Sunday, July 5, 2009
Assignment 03A_Alice
This is my initial thought...but I am not sure if my scenairo is too complicated. Represented by simple boxes, it is imitating a situation found in a district or shopping mall.
Agent Type A represents poeple in different age groups. Therefore, in general, they are attracted/repulsed to different programmes, with different speeds.
Agent Type B (passive) represents different programmes we can found either on streets or in a shopping mall. I have just named few in the list.
Things to be defined
- Attraction Level i,e the speed and amount
- Attraction Duration i.e. how long will Agent A be attached with Agent B
- Attraction Capacity i.e. repulsion occcurs when some Agent B is over-attracted.
Differen types of Agent A should be generated randomly and being replaced along the timeline.
Wednesday, July 1, 2009
Agent-based system - applications
Here are some examples of the use and study of agent-based, self-organizing systems in architecture:
The images above are from the project Swarm Urbanism (2008) from Kokkugia, a speculative proposal which
(...) posits an urban design methodology based on the emergent capacities of Swarm Intelligence in rethinking of the current redevelopment of the Melbourne Docklands. Swarm systems involve the local interaction of autonomous agents, which give rise to emergent behavior and the self-organisation of structures. An application of swarm logic to urbanism enables a shift from notions of the master-plan to that of master-algorithm as an urban design tool. This shift changes the conception of urban design from a sequential set of decisions at reducing scales, to a simultaneous process in which a set of micro or local decisions interact generate a complex urban system. Rather than designing an urban plan that meets a set of criteria, urban imperatives are programmed into a set of agents which are able to self-organise. Consequently this conception of urbanism generates systems that are flexible to respond to the constantly changing political, economic and social pressures of urban development.

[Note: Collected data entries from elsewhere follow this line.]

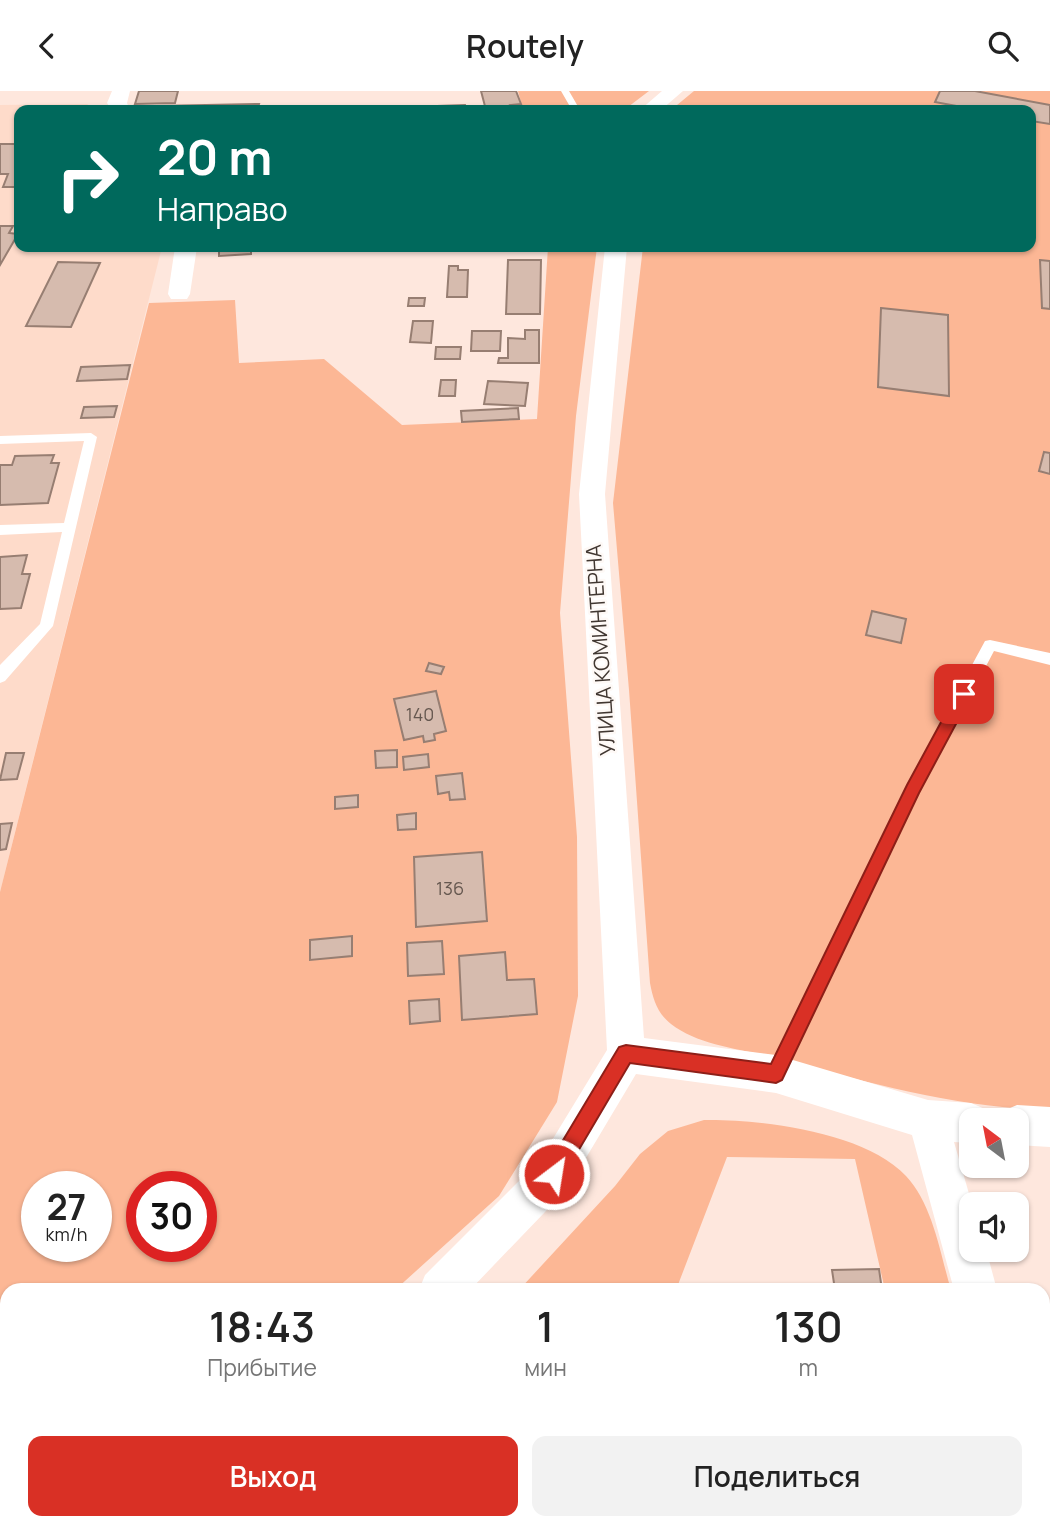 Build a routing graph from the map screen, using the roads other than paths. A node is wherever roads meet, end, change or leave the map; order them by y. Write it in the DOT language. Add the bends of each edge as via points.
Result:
graph roads {
  1 [pos="674,91"];
  2 [pos="656,105"];
  3 [pos="185,252"];
  4 [pos="616,252"];
  5 [pos="179,294"];
  6 [pos="0,440"];
  7 [pos="69,527"];
  8 [pos="0,530"];
  9 [pos="1050,659"];
  10 [pos="0,677"];
  11 [pos="626,1053"];
  12 [pos="776,1074"];
  13 [pos="928,1120"];
  14 [pos="959,1122"];
  15 [pos="1029,1126"];
  16 [pos="1050,1127"];
  17 [pos="447,1283"];
  18 [pos="974,1283"];
  1 -- 2 [label="street"];
  3 -- 5 [label="street"];
  4 -- 11 [label="street, УЛИЦА КОМИНТЕРНА" via="592,494"];
  6 -- 7 [label="lane" via="91,437"];
  7 -- 8 [label="lane"];
  7 -- 10 [label="lane" via="46,626"];
  9 -- 12 [label="lane" via="990,645 913,790"];
  11 -- 12 [label="street"];
  11 -- 17 [label="street" via="554,1174"];
  12 -- 13 [label="street"];
  13 -- 14 [label="street"];
  13 -- 18 [label="street"];
  15 -- 16 [label="street"];
}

Also from Kokkugia, the above project (Emergent Fields, 2003), in which
(...) Agent-based simulation techniques are used to generate programmatic relationships and an architectonic response to this field of program. Architectural elements such as a façade, plaza, or construction grid are assigned rules or behaviours, which govern the way in which they interact with this field in the form making process. This develops an emergent relationship between program and peculiarities of architectural form, enabling the design process, and resultant architecture to exhibit particular behavioural qualities.
Also in the research developed by Space Syntax together with the Space Group at Barttlet, we can find the use of agent-based systems to explore pedestrian behaviour within the field of urbanism, flight-routes, programmatic organization, etc.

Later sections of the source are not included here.